EXERCISE INPUTS —
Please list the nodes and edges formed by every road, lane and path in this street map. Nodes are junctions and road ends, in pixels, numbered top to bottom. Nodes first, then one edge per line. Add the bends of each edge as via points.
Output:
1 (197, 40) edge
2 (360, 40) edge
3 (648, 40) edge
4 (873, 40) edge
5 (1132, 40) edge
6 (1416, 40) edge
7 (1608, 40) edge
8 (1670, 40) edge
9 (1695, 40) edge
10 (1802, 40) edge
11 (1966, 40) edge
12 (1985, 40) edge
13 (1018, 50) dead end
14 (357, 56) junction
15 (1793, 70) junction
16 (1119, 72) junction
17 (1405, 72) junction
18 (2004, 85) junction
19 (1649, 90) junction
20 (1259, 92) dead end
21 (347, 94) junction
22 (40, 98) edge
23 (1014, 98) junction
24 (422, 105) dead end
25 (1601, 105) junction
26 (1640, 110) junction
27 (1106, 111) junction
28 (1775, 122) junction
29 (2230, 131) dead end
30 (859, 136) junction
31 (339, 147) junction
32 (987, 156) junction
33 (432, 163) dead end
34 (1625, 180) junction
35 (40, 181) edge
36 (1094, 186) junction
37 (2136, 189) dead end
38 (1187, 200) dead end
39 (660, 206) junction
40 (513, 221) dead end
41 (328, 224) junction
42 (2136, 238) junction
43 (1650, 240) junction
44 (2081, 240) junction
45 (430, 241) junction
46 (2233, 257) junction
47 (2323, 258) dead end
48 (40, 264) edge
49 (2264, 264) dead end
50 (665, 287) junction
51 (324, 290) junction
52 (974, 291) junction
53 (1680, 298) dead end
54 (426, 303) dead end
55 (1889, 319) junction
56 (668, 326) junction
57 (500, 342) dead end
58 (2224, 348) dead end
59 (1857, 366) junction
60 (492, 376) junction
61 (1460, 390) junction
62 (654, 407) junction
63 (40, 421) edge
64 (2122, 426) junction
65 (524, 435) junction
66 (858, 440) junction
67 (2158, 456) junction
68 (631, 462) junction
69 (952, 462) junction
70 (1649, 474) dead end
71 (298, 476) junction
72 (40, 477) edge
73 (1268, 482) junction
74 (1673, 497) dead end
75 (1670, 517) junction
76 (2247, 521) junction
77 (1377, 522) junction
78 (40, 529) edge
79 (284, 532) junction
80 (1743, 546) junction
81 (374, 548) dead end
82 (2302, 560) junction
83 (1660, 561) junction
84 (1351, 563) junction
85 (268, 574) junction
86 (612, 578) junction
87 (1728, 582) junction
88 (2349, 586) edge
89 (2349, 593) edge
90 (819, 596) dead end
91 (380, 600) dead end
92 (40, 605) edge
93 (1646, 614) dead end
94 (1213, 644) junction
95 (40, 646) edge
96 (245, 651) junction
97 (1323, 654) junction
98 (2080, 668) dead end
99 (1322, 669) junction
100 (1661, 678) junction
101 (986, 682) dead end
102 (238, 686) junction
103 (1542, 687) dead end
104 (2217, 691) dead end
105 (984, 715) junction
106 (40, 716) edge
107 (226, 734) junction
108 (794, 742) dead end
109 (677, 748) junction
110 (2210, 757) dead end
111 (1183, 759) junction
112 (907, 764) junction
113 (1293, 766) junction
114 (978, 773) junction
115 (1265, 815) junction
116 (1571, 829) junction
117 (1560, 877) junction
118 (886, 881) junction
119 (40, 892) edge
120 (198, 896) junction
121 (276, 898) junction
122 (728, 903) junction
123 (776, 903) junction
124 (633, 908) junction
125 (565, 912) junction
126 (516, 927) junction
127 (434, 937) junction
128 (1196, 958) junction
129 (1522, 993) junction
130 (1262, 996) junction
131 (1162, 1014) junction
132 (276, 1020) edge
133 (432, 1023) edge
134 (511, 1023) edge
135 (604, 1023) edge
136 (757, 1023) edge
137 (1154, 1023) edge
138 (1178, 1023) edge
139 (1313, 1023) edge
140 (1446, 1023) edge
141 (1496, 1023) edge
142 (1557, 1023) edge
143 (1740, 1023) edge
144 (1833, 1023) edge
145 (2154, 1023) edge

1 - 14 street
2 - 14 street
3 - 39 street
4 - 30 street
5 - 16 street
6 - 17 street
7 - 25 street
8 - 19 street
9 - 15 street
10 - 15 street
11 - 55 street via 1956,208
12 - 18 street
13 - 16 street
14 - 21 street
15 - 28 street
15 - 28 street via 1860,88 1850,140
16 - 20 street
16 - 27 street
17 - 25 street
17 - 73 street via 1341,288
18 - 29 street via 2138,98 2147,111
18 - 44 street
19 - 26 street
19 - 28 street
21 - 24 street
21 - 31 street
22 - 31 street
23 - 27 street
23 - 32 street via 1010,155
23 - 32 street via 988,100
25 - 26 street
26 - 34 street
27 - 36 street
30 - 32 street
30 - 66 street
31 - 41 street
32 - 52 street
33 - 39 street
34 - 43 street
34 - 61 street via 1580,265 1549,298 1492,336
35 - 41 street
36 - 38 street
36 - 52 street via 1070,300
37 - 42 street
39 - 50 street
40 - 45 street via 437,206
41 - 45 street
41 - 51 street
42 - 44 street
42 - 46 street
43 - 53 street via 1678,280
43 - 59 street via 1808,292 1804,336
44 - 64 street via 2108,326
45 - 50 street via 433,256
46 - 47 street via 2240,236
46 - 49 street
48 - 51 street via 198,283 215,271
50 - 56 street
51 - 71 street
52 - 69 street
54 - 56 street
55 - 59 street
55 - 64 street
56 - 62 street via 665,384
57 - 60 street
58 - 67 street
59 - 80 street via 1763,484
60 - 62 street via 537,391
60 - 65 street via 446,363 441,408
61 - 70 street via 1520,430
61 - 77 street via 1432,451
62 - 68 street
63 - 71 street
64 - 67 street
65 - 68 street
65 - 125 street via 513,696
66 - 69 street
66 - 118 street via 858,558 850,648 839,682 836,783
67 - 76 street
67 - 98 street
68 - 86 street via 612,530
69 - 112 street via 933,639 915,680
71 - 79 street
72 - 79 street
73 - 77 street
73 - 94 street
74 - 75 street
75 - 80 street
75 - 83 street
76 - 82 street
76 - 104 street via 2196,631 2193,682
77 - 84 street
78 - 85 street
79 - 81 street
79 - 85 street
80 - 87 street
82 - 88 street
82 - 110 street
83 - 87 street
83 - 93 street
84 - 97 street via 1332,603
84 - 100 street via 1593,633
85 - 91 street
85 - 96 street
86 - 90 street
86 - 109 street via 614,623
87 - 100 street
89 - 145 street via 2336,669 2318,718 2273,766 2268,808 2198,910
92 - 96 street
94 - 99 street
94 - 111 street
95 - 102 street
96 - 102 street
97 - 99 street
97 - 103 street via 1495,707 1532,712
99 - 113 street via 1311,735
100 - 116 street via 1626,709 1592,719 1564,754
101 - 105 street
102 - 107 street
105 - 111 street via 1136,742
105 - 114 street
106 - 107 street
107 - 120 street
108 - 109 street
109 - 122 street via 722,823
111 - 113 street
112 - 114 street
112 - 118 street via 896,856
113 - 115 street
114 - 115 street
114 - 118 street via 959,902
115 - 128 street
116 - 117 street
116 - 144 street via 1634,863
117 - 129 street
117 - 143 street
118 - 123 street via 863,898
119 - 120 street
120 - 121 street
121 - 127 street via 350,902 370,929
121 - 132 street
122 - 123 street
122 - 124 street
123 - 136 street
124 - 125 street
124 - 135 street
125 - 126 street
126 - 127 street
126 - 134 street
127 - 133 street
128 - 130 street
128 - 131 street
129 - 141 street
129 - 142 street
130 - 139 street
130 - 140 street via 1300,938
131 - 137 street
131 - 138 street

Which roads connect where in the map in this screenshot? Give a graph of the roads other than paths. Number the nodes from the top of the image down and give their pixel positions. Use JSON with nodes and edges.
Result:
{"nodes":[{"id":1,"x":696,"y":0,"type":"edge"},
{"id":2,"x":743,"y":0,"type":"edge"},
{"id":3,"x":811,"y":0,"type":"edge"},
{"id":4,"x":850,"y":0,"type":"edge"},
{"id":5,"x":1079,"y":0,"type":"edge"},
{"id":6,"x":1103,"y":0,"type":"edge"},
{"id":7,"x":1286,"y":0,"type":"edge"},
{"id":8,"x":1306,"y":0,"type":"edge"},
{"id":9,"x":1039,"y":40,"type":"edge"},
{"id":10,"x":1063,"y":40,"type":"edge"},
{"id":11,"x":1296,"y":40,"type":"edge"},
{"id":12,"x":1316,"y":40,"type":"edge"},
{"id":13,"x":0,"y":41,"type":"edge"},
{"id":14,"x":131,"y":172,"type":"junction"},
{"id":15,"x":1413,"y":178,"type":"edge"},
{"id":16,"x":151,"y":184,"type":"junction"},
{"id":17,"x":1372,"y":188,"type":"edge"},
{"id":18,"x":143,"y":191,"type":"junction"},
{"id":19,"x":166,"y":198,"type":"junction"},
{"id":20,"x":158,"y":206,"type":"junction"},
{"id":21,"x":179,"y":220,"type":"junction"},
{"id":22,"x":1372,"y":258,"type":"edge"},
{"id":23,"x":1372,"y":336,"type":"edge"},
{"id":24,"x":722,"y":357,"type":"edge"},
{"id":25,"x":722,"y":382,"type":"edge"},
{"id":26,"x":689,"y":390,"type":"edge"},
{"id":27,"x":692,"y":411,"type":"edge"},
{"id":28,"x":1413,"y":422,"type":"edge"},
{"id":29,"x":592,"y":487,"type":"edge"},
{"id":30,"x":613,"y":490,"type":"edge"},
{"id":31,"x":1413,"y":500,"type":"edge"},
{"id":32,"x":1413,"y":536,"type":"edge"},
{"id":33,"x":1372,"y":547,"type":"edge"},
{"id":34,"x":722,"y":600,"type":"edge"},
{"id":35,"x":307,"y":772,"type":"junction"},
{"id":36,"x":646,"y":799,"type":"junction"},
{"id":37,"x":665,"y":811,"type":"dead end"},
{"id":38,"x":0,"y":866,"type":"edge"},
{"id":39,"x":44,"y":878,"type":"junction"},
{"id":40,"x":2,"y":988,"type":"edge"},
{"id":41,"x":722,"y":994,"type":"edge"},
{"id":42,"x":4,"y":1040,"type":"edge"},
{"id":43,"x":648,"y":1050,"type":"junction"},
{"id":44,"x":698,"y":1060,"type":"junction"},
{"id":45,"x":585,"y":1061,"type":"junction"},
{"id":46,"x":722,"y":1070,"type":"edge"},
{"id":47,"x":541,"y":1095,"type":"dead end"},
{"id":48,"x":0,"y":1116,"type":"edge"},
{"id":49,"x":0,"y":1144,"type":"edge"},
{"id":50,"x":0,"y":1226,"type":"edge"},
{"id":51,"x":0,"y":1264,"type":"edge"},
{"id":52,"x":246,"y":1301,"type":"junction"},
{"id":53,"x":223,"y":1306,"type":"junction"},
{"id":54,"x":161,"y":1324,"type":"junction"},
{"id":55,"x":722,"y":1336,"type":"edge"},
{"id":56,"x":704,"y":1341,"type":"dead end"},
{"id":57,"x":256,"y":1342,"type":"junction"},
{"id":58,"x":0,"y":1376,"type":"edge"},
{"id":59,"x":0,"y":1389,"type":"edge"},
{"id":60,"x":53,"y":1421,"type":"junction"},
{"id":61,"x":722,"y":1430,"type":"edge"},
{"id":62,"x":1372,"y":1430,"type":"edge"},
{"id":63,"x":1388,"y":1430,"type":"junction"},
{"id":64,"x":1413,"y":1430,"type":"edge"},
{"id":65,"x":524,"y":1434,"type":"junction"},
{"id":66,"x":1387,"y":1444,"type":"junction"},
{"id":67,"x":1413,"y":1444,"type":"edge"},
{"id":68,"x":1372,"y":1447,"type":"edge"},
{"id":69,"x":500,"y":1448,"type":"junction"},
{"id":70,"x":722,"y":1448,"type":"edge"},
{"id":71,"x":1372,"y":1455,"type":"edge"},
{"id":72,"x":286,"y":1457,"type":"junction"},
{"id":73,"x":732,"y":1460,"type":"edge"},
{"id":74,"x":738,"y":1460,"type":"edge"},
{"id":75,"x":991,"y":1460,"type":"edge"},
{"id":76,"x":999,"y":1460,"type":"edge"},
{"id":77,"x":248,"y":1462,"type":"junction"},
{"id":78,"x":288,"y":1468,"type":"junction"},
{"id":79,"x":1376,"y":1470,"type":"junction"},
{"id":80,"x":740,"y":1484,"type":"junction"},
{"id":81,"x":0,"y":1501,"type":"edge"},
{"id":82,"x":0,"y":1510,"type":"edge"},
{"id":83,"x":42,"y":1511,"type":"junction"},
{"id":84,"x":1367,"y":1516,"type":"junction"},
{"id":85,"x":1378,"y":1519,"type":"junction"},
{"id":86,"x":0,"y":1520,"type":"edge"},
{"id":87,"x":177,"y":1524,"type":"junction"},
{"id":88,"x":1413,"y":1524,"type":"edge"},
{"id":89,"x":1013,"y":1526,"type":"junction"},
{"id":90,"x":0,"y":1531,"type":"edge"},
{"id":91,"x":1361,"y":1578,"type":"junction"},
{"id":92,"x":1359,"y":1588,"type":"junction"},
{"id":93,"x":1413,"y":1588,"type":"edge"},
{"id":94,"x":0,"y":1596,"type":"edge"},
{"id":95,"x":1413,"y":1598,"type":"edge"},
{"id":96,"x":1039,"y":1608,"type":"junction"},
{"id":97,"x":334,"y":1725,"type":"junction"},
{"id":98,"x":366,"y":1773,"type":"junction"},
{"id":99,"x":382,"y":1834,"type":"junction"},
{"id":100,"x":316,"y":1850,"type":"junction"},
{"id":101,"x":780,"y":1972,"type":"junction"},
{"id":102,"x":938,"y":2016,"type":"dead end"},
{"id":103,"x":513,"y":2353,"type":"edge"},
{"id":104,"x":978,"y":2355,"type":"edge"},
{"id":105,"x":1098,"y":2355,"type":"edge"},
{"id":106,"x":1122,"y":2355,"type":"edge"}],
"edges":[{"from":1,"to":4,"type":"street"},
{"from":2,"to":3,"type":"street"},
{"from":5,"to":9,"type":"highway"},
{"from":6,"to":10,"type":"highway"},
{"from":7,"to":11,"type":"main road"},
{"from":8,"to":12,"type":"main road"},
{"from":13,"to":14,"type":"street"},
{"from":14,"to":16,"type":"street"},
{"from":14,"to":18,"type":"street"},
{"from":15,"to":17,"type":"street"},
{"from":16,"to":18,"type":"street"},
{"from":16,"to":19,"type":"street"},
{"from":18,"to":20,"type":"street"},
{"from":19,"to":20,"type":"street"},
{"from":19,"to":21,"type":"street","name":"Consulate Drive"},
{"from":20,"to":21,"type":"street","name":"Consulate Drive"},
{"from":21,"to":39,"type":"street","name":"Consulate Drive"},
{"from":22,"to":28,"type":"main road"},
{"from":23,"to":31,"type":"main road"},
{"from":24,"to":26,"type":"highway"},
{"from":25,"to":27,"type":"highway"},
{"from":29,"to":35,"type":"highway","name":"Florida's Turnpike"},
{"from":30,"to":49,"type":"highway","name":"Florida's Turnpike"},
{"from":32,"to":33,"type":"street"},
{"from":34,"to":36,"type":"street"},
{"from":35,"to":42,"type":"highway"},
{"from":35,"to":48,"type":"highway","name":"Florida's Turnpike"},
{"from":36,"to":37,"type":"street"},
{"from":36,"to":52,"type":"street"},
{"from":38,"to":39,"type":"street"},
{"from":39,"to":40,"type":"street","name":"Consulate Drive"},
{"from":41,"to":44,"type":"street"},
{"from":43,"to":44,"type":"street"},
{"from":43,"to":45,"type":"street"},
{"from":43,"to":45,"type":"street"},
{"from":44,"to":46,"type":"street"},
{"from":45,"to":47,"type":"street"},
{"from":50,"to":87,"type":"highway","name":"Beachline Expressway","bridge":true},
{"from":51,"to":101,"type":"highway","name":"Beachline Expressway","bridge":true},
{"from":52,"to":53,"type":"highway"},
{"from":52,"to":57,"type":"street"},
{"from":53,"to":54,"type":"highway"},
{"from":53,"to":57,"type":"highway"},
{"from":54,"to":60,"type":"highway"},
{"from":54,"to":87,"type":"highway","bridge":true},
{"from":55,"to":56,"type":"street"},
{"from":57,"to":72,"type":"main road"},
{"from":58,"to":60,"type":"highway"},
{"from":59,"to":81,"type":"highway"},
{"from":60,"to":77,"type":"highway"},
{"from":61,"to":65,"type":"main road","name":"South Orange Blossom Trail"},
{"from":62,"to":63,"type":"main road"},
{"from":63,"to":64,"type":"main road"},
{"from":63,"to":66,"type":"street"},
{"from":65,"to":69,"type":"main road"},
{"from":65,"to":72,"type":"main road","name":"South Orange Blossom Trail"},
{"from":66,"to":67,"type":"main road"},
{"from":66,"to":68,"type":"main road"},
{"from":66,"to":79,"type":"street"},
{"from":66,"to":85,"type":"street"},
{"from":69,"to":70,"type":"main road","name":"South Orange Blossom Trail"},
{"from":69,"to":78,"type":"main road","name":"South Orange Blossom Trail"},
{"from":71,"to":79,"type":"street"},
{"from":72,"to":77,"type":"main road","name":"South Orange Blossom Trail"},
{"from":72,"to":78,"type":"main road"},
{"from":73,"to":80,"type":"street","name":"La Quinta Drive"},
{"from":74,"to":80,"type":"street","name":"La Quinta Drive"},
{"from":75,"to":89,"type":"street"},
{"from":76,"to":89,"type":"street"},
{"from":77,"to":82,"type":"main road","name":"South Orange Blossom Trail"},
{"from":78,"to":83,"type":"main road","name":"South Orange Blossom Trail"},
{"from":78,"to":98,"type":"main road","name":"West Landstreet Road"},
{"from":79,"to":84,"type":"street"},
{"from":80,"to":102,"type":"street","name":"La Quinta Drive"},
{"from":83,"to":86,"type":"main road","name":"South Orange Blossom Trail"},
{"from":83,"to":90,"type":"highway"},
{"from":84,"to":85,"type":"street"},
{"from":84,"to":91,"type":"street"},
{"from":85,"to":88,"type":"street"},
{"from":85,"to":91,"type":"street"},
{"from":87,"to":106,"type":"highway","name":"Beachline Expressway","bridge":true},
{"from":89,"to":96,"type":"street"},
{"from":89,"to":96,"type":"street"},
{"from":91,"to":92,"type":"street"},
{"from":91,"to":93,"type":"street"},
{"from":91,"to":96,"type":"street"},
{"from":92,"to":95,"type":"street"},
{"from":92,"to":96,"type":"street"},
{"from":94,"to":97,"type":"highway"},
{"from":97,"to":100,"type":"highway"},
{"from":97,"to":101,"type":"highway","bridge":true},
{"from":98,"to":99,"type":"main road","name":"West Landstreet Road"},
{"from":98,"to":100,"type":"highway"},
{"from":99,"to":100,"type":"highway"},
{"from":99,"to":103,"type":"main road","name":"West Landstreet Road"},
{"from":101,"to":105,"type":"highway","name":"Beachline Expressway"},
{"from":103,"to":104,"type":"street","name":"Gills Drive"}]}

GOAL OF THE EXERCISE —
Across the records, count the lines that contain the word "Quinta" and give that figure alone.

EXERCISE OUTPUT —
3